Intravenous agents are considered to produce more brain relaxation compared to inhalational
anesthetic agents. In our study, brain relaxation was assessed by the blinded experienced
neurosurgeon not involved in study, after elevation of bone flap, using brain relaxation
grades of I to IV and it was observed that the degree of brain relaxation was comparable
in the two groups. Chui et al., in the meta-analysis and systematic review compared
intravenous with inhalational agents in 1819 patients and observed that sevoflurane
is as good a maintenance agent as propofol to maintain brain relaxation at <1MAC and
controlled ventilation.[[15 ]]
Hypotension is one of the major causes of secondary brain injury and poor outcome
in patients with TBI. In our study, the MAP in Group P was found to be comparable
to Group S (P = 0.569) at the start of surgery. After induction of anesthesia, there
was fall in MAP significantly in Group P compared to Group S throughout the surgery.

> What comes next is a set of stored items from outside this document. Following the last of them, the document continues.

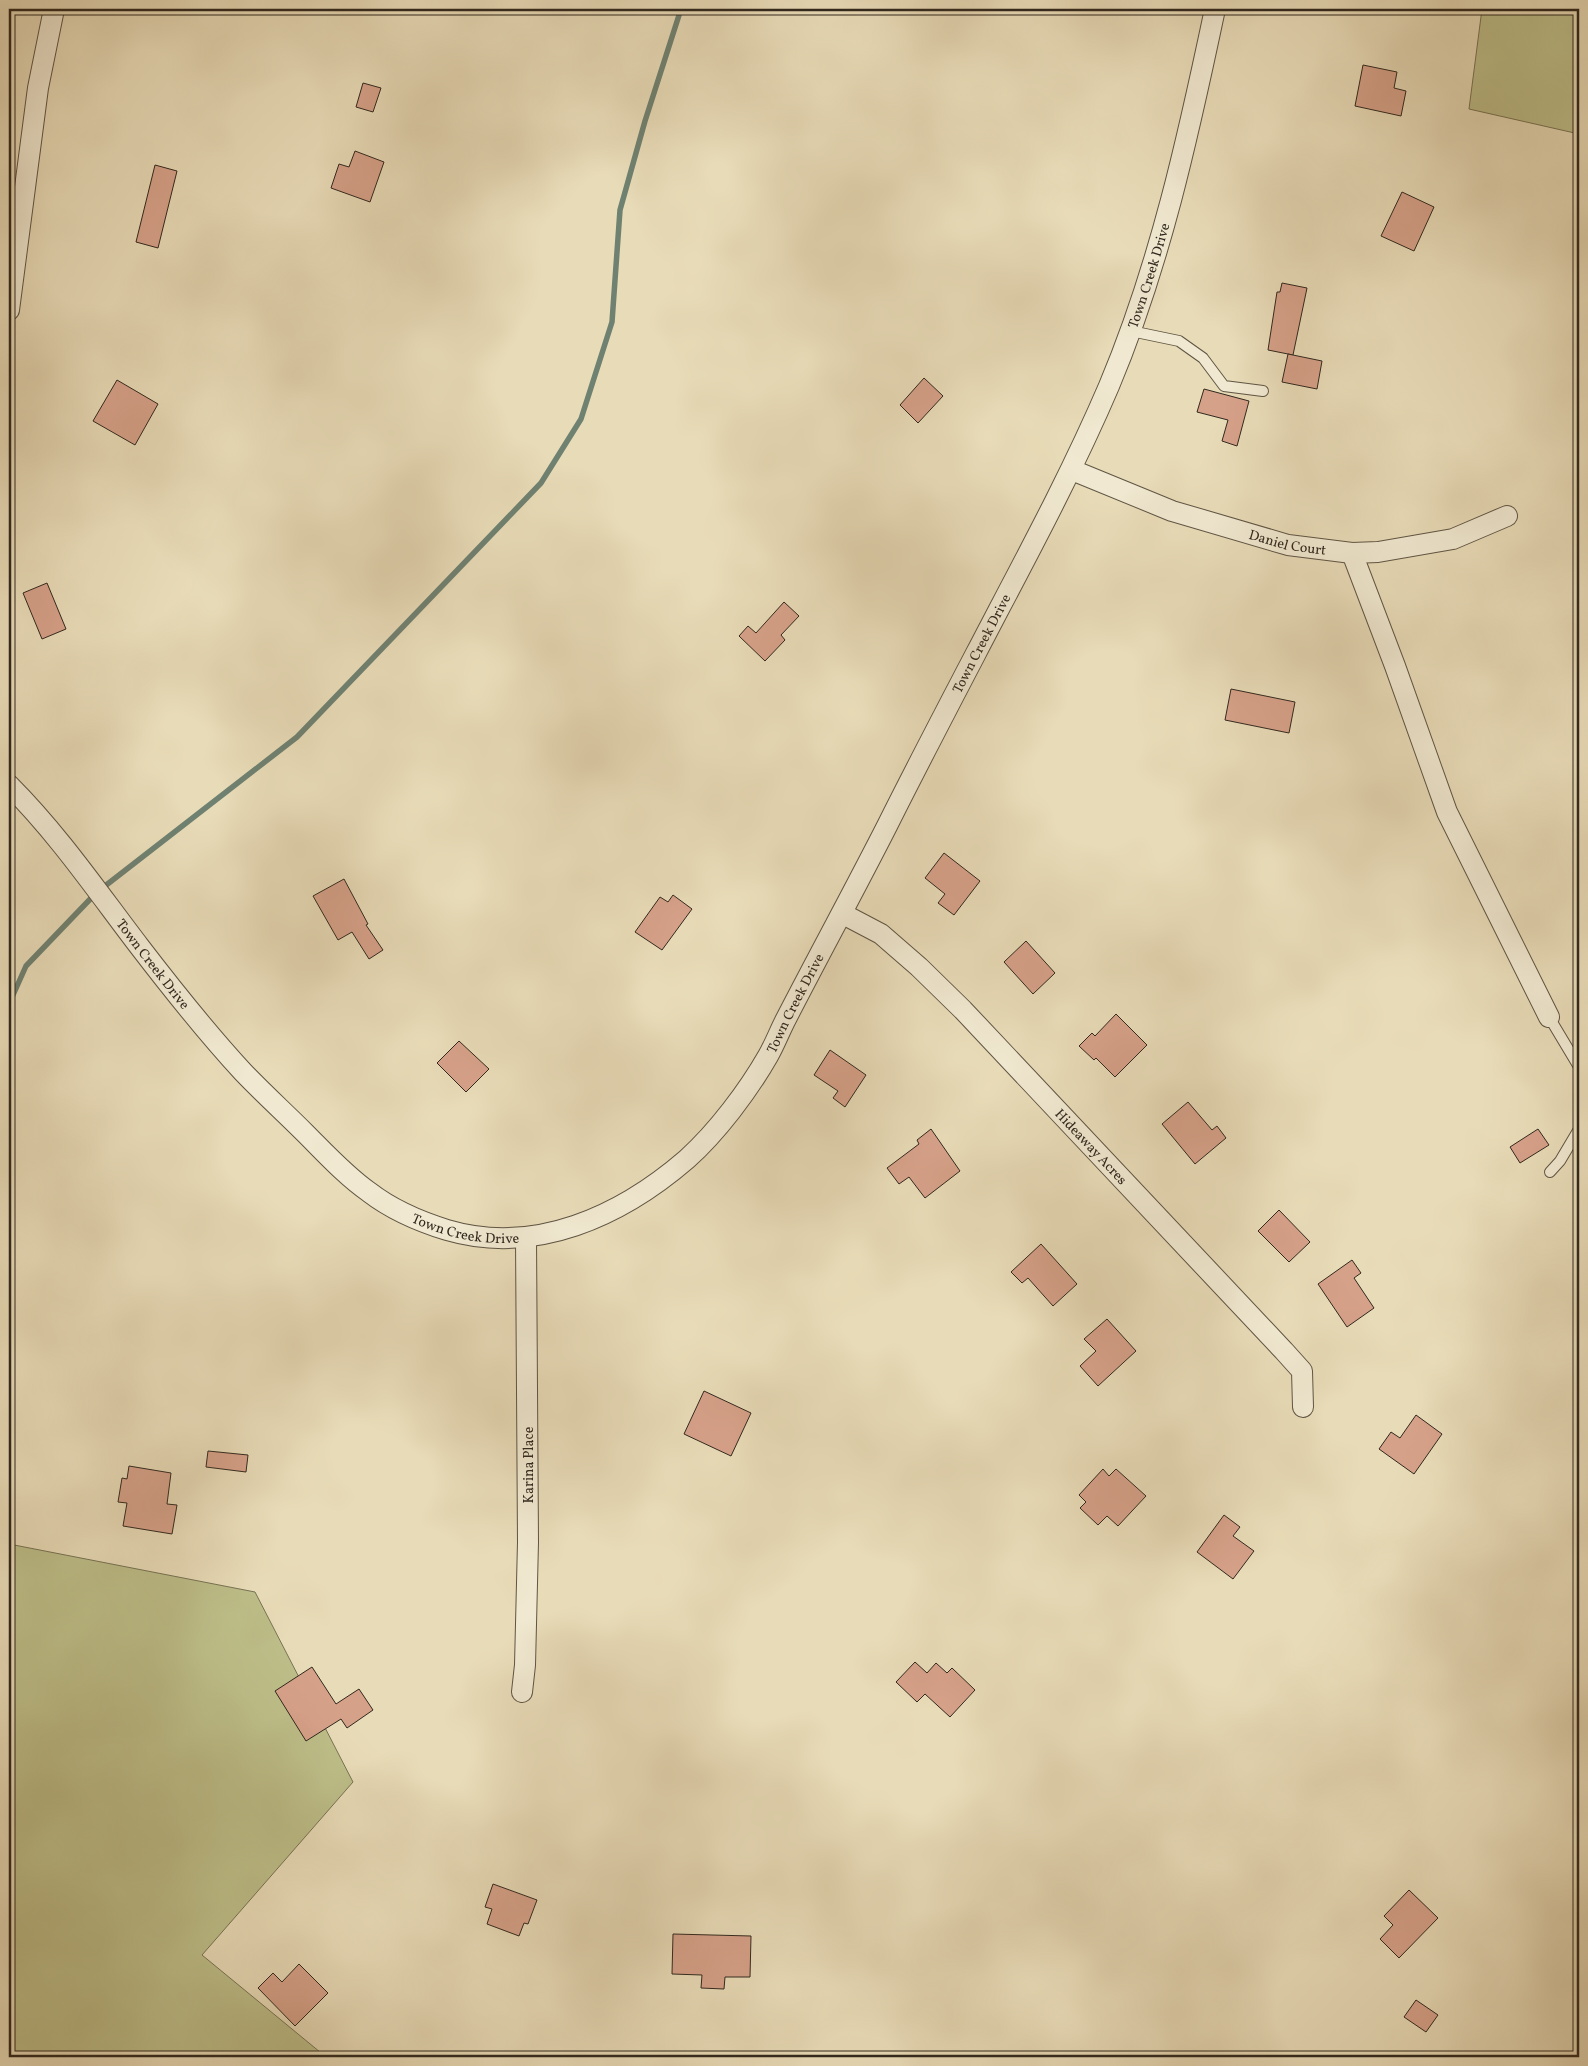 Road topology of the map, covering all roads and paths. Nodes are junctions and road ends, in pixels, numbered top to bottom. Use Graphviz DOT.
graph roads {
  1 [pos="54,9"];
  2 [pos="1214,9"];
  3 [pos="9,310"];
  4 [pos="1130,331"];
  5 [pos="1263,391"];
  6 [pos="1072,470"];
  7 [pos="1508,516"];
  8 [pos="1352,553"];
  9 [pos="9,785"];
  10 [pos="843,914"];
  11 [pos="1549,1017"];
  12 [pos="1579,1067"];
  13 [pos="1579,1129"];
  14 [pos="1550,1172"];
  15 [pos="526,1238"];
  16 [pos="1303,1407"];
  17 [pos="522,1692"];
  1 -- 3 [label="street"];
  2 -- 4 [label="street, Town Creek Drive"];
  4 -- 5 [label="lane"];
  4 -- 6 [label="street, Town Creek Drive"];
  6 -- 8 [label="street, Daniel Court"];
  6 -- 10 [label="street, Town Creek Drive"];
  7 -- 8 [label="street, Daniel Court"];
  8 -- 11 [label="street"];
  9 -- 15 [label="street, Town Creek Drive"];
  10 -- 15 [label="street, Town Creek Drive"];
  10 -- 16 [label="street, Hideaway Acres"];
  11 -- 12 [label="lane"];
  13 -- 14 [label="lane"];
  15 -- 17 [label="street, Karina Place"];
}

This decrease in MAP may be attributed to decrease in systemic vascular resistance
caused by propofol. In contrary to our observation, Sneyd et al. observed increased
number of hypotensive episodes in sevoflurane group compared to propofol.[[16 ]] They justified their findings by demonstrating greater depth of anesthesia in sevoflurane
group as compared to propofol group. In our study, the depth of anesthesia was maintained
by titrating the doses of anesthetic agent's propofol and sevoflurane at an entropy
value of 40–60. The end tidal carbon dioxide, temperature, and fraction of inspired
oxygen were similar in both the groups.
The total intravenous fluid used was significantly higher in propofol group than sevoflurane
group (P < 0.001) which might be explained by increased fluid requirement to maintain
MAP values in the normal range in the group receiving propofol.

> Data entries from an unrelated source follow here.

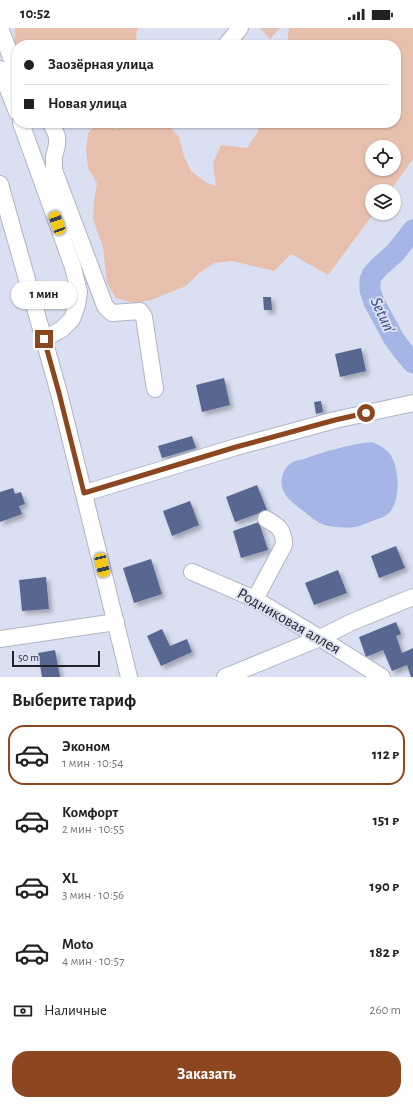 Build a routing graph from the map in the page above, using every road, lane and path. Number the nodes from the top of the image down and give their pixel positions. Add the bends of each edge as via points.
1 (0, 28) edge
2 (240, 28) edge
3 (230, 40) edge
4 (12, 60) edge
5 (0, 69) edge
6 (12, 99) edge
7 (54, 128) edge
8 (23, 129) edge
9 (0, 184) edge
10 (44, 339) junction
11 (155, 389) dead end
12 (413, 403) edge
13 (84, 493) junction
14 (266, 519) dead end
15 (192, 572) dead end
16 (413, 597) edge
17 (255, 599) junction
18 (116, 622) junction
19 (320, 638) junction
20 (0, 639) edge
21 (129, 677) edge
22 (227, 677) edge
23 (382, 677) edge

1 - 4 street
2 - 3 street
5 - 6 street
7 - 11 street via 57,136 54,170 105,306 112,313 140,311 144,317
8 - 10 street via 73,267 79,292 78,305 72,319 62,329
9 - 10 street
10 - 13 street
12 - 13 street via 335,420 236,447
13 - 18 street
14 - 17 street via 279,527 284,544
15 - 17 street, Родниковая аллея
16 - 19 street
17 - 19 street, Родниковая аллея
18 - 20 street
18 - 21 street
19 - 22 street
19 - 23 street, Родниковая аллея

IL-6 is a pro-inflammatory biomarker and in our study, we estimated the levels of
IL-6 in serum observing that the values were comparable between both the groups. Intragroup
comparison revealed that the levels of IL-6 decreased significantly in the sevoflurane
group at the end of surgery compared to the baseline (P = 0.040). This may be explained
by the anti-inflammatory effects of sevoflurane which might demonstrate a beneficial
neuroprotective effect in patients with TBI. A similar beneficial effect of sevoflurane
was also demonstrated in the study by Potočnik et al. where the authors observed decreased
levels of IL-6 with sevoflurane compared to propofol in patients undergoing one lung
ventilation for lung surgery, thus predicting its anti-inflammatory role.[[17 ]] Markovic-Bozic et al. studied effect of propofol and sevoflurane on the inflammatory
response of patients undergoing craniotomy.[[18 ]] They found that neither propofol nor sevoflurane had any significant impact on
the occurrence of postoperative complications and suggested to incite future studies
to prove a potential medically important anti-inflammatory role of propofol in neuroanesthesia.
Limitations
We did not measure SjVO2 continuously, and hence, we could have missed a few desaturation
or hyperemic episodes during the intraoperative period which could have better elucidated
the effects of intravenous or inhalational agents as real-time monitor, which would
have aided in an earlier prevention of secondary brain insults. And second, we did
not follow-up these patients to assess their long-term outcomes in relation to the
secondary insults, that they might have had during perioperative period and hospital
stay. Furthermore, we did not assess their long-term outcome in terms of cognitive
dysfunctions, neurological morbidity and mortality to evaluate neuroprotective potential
of propofol or sevoflurane.
Conclusions
The effects of propofol and sevoflurane used for maintenance of anesthesia are similar
in regards to cerebral oxygenation as measured by jugular venous oximetry and brain
relaxation scores. Significant reduction in MAP by propofol needs a caution in the
intraoperative period for its judicious and careful use. Hypotension should be prevented
at all costs as it might be detrimental to the overall outcome of these patients.
Decrease in level of IL-6 at the end of surgery compared to baseline values may suggest
a neuroprotective potential of sevoflurane which needs to explore further by larger
randomized controlled studies on patients with severe TBI.